Claremont, CA (PRWEB) April 29, 2013
Disease causing bacteria shield themselves in wounds from antibiotics by creating protective environments called biofilms. Wound infections that are contaminated with bacterial biofilms lead to delayed healing and increased inflammation. Because of the inability of antibiotics to effectively kill all of the bacteria in the biofilm, these biofilms also help the bacteria to develop multi-drug resistance.

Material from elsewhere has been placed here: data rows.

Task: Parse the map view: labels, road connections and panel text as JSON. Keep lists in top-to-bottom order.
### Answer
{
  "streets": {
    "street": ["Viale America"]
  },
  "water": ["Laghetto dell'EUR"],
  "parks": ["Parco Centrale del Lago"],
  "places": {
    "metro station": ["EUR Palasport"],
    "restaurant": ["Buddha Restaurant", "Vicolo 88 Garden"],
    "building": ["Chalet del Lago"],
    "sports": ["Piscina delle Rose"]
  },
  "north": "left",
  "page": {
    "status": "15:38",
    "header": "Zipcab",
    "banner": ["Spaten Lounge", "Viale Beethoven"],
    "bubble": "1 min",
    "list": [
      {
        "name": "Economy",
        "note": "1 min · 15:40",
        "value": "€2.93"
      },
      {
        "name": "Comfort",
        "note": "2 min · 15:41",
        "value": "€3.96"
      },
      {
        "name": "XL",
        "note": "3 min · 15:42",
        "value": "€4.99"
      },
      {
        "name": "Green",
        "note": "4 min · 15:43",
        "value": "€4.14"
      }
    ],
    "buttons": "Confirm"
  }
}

Acinetobacter baumannii, a bacterium that is naturally resistant to most antibiotics, is a particular concern in healthcare settings. Acinetobacter rapidly forms biofilms that are very difficult to treat and are prevalent in hospitals and among soldiers injured in Iraq. More than 3,300 U.S. injured troops have developed Acinetobacter infections in military hospitals. Acinetobacter is also a well-documented civilian hospital pathogen, particularly in ICU and trauma patients. It can live on dry environmental surfaces in an ICU for up to 13 days, and has been recovered from various sites in the patients’ environment, including bed curtains, bed rails, furniture, and hospital equipment.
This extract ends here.